By Mark Pender
NEW YORK (MNI) – MNI’s U.S. retail trade indicator slowed by 2.4
points in the Nov. 17 period to 60.2, still well above breakeven 50 to
indicate strong growth in year-on-year business activity, according to
the results of MNI’s weekly survey released Monday.
Total sales are a year-on-year +4.5% with same-store sales at
+2.4%.
But respectable year-on-year rates of growth aren’t translating
into much month-to-month strength.
The early indication for the government’s November retail sales
headline is -0.2%. The ex-auto indication is -0.3%.

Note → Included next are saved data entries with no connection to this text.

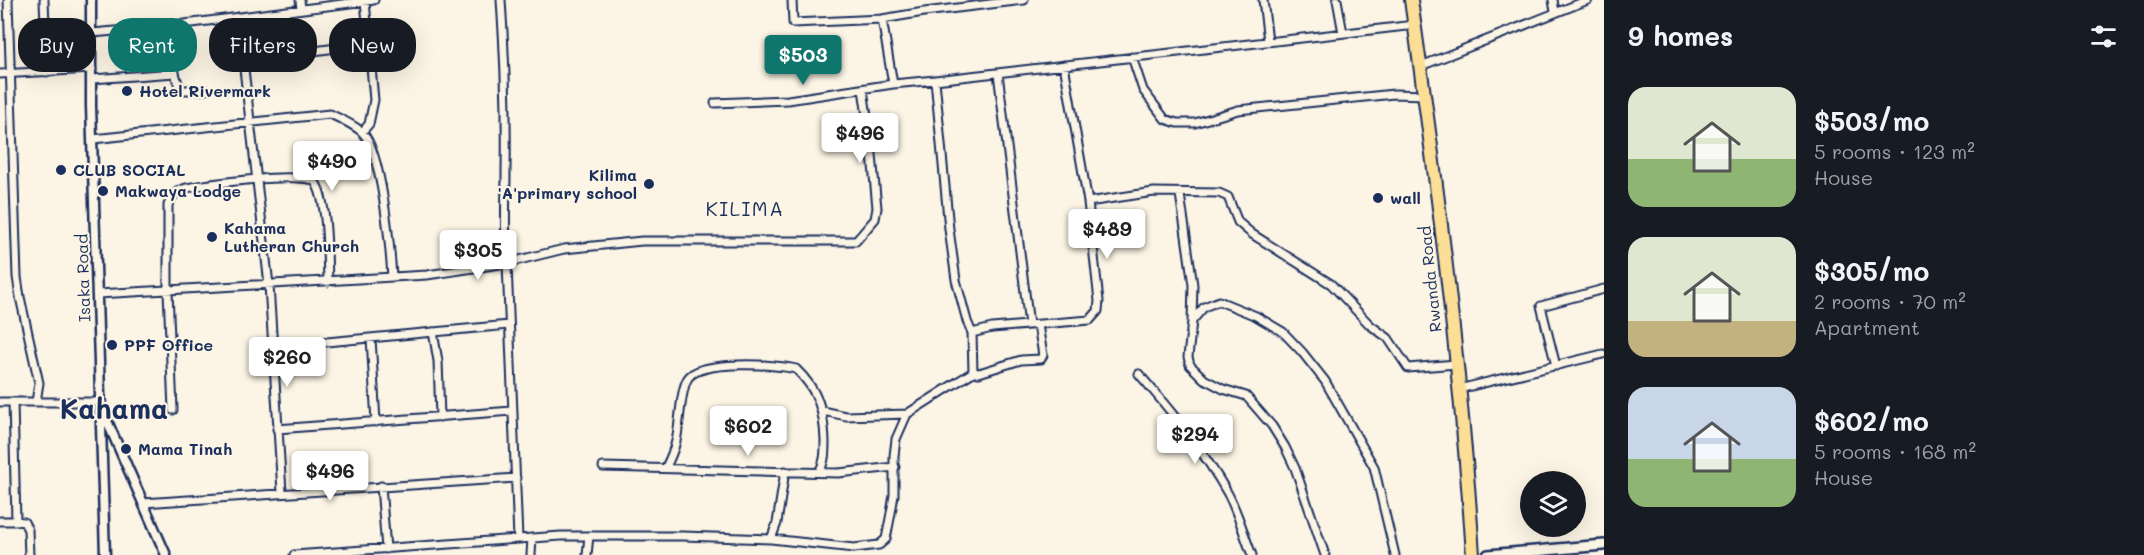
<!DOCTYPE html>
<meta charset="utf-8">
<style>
body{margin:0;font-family:Mali,sans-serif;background:#20242c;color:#f1f3f6;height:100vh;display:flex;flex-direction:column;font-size:22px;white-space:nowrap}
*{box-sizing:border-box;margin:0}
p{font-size:20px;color:#9ea1a6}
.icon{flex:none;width:33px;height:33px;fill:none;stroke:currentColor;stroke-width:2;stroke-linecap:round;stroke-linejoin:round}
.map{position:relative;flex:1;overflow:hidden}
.sheet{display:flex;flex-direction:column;background:#171b24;width:540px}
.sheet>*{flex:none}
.guide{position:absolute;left:18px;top:18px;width:570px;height:54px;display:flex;gap:12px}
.tools{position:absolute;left:1520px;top:471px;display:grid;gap:12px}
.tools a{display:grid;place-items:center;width:66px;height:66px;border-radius:50%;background:#171b24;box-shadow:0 6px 24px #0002;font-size:30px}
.price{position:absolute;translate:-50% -51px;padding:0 14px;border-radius:6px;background:#fff;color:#222;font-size:20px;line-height:39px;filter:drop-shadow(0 2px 3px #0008)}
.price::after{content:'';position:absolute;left:50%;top:36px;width:18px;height:14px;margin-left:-9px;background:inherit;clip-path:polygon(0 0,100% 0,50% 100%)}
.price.current{background:#0f766e;color:#fff}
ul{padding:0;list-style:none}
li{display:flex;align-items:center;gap:18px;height:150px;padding:0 24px}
li span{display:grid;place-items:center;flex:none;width:168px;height:120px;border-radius:18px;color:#555}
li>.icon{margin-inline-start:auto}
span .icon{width:72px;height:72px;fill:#fffc;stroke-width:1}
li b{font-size:26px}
h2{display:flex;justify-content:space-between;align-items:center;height:72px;padding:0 24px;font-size:26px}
.pill{padding:0 21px;border-radius:24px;background:#171b24;box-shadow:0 6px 24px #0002;font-size:21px;line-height:54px}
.pill.current{background:#0f766e;color:#fff}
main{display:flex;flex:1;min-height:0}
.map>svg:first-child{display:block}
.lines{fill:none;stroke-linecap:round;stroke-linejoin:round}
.minor-casing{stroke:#1b2f5e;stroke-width:11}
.tertiary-casing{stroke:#1b2f5e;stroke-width:13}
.secondary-casing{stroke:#1b2f5e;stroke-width:14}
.trunk-casing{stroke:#1b2f5e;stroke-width:16}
.minor{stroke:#fcf5e5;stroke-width:7}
.tertiary{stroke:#fcf5e5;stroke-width:8}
.secondary{stroke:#fcf5e5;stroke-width:9}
.trunk{stroke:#fcde96;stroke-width:12}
.poi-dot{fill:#1b2f5e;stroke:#fcf5e5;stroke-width:2}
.labels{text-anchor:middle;stroke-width:4.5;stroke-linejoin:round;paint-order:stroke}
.poi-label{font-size:16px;font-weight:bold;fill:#1b2f5e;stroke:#fcf5e5;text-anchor:start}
.street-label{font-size:16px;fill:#1b2f5e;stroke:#fcf5e5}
.quarter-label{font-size:20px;letter-spacing:1.5px;fill:#1b2f5e;stroke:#fcf5e5}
.town-label{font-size:28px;font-weight:bold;fill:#1b2f5e;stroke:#fcf5e5}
</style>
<main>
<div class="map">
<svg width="1604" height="555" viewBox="0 0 1604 555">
<rect width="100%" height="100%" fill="#fcf5e5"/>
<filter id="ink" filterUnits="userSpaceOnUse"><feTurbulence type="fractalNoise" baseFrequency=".0167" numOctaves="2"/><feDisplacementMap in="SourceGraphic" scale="12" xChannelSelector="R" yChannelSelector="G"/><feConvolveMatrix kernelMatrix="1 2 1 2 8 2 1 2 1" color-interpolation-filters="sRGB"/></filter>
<g filter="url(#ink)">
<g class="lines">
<g class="minor-casing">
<path id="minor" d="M8,0L17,277L20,297L39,383L36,402
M44,0L47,72
M300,0L301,9
M501,0C505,57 507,114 506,171C506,202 504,232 507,263L518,539
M792,0L793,23L882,19L893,84L935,80L949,229L956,280L967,321L972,333L973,372
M1263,0L1268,41
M1337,0L1343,33
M1553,0L1555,12
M238,17L269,285L282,492
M882,19L924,12L1024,0
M173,26L175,73L180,90H205
M92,33L161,27L374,0
M1132,57L1143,90L1165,119L1177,123H1195L1238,110L1394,94L1425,95
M243,60L368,44
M1421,66L1588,0
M998,73L1029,325
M0,74L92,69
M92,79L175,73
M935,80L1415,25
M715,103L788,100L893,84
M362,132L369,124L374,100L365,1
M93,139L330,114C341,119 353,124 362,132C382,151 390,248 392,276
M1180,194L1193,285L1192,321L1188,357L1190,365L1204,379L1223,389L1246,396L1272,426L1285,447L1295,468L1325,555
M1088,202L1154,192L1219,193L1228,197L1238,222L1252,234L1331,284L1370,325L1388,338L1408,368L1456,364
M98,294L427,275L507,263L564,249L642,241H856L875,219L877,208L871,144L863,89
M1192,321L1204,307L1219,301L1256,316L1283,332L1302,352L1325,381L1374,467L1395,555
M433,332L438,361L440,417
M972,333L992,328L1090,320L1098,311L1099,301L1088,202L1064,65
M371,338L376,422
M273,347L509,325
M1556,366L1541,306L1604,289
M1139,374C1172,412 1203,450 1228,494C1238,513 1244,535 1252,555
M1459,389L1603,354
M0,402H102
M13,402L16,521
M173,410L168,291V205C171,198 175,191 183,189C199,184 307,171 315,182C328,200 327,258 328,282
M823,411L846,416L907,414
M277,429L512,411
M603,467L838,473L895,467
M666,467C670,459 674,450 676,441C680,425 680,390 688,378C699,360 776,364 796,369C818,390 824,411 825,441C825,453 825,462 819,472
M381,486L386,549
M143,503L516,478
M0,521H16L24,522L28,530L29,555
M771,539L777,523L785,471
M294,555L561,536H683L771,539L854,548L879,545L886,539L891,513L894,495V456L896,439L907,414L973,372L979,373L1021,360L1041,359L1043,355L1038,325
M531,555L532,538
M587,555L589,536"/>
</g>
<g class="tertiary-casing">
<path id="tertiary" d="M91,0V106L105,555
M104,414L166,555"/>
</g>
<g class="secondary-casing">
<path id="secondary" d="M1488,555L1604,545"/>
</g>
<g class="trunk-casing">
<path id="trunk" d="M1411,0C1437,184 1461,369 1473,555"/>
</g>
<use href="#minor" class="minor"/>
<use href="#tertiary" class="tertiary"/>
<use href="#secondary" class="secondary"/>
<use href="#trunk" class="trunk"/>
</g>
</g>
<g class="poi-dot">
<circle cx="127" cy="91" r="6"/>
<circle cx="61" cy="170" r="6"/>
<circle cx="649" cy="184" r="6"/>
<circle cx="103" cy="191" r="6"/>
<circle cx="1378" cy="198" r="6"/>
<circle cx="212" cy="237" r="6"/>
<circle cx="112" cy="345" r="6"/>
<circle cx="126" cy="449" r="6"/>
</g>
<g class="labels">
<g class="poi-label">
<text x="139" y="97">Hotel Rivermark</text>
<text x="73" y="176">CLUB SOCIAL</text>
<text x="637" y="181" text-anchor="end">Kilima<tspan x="637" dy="18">'A'primary school</tspan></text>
<text x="115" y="197">Makwaya Lodge</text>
<text x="1390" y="204">wall</text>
<text x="224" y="234">Kahama<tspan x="224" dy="18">Lutheran Church</tspan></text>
<text x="124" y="351">PPF Office</text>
<text x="138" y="455">Mama Tinah</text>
</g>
<g class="street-label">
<text transform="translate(83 278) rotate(-92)" y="6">Isaka Road</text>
<text transform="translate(1430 279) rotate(-96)" y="6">Rwanda Road</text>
</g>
<g class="quarter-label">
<text x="745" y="216">KILIMA</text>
</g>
<g class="town-label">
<text x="114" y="419">Kahama</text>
</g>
</g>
</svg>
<div class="tools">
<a><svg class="icon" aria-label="layers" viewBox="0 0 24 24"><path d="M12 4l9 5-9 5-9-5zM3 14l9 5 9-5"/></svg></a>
</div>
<b class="price current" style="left:803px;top:86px">$503</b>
<b class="price" style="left:860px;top:164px">$496</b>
<b class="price" style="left:332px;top:192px">$490</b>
<b class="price" style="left:1107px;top:260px">$489</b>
<b class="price" style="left:478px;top:281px">$305</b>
<b class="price" style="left:287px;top:388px">$260</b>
<b class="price" style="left:748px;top:457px">$602</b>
<b class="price" style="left:1195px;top:465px">$294</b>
<b class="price" style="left:330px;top:502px">$496</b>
<div class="guide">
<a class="pill">Buy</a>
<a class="pill current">Rent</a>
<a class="pill">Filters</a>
<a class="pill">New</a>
</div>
</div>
<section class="sheet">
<h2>9 homes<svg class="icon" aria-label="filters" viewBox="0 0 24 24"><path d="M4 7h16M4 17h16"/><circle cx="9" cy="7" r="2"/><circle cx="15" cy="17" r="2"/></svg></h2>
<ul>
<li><span style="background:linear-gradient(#dfe7d0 60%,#8fb573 0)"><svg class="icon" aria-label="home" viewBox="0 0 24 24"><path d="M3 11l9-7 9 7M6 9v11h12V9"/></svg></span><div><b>$503/mo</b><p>5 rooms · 123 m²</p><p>House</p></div></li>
<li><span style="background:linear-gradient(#dfe7d0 70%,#c2b280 0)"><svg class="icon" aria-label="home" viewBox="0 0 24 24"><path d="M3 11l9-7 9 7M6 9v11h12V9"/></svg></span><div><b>$305/mo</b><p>2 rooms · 70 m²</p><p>Apartment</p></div></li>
<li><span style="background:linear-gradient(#c9d6e8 60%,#8fb573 0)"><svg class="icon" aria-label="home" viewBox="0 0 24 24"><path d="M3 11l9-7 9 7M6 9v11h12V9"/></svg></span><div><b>$602/mo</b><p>5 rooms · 168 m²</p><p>House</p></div></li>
</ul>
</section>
</main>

But when excluding both autos and gasoline, where falling prices
look to squeeze gas stations, the indication is slightly positive with
MNI’s data pointing to +0.2% for the government’s ex-auto ex-gas
reading.
Trends for most in the sample are on track though many with
Northeast exposure are warning that the first half of November was
depressed by the aftermath of Hurricane Sandy.
General merchandise is showing gains so far in November as are
electronics & appliances and building materials. Apparel shows a decline
as do restaurants.
Income growth for the sample +7%. Sample size in the period is 225
chains representing 248,700 separate retail locations.
Editor’s Note: MNI compiles its retail trade indicator based on a
weekly sample of company news and data.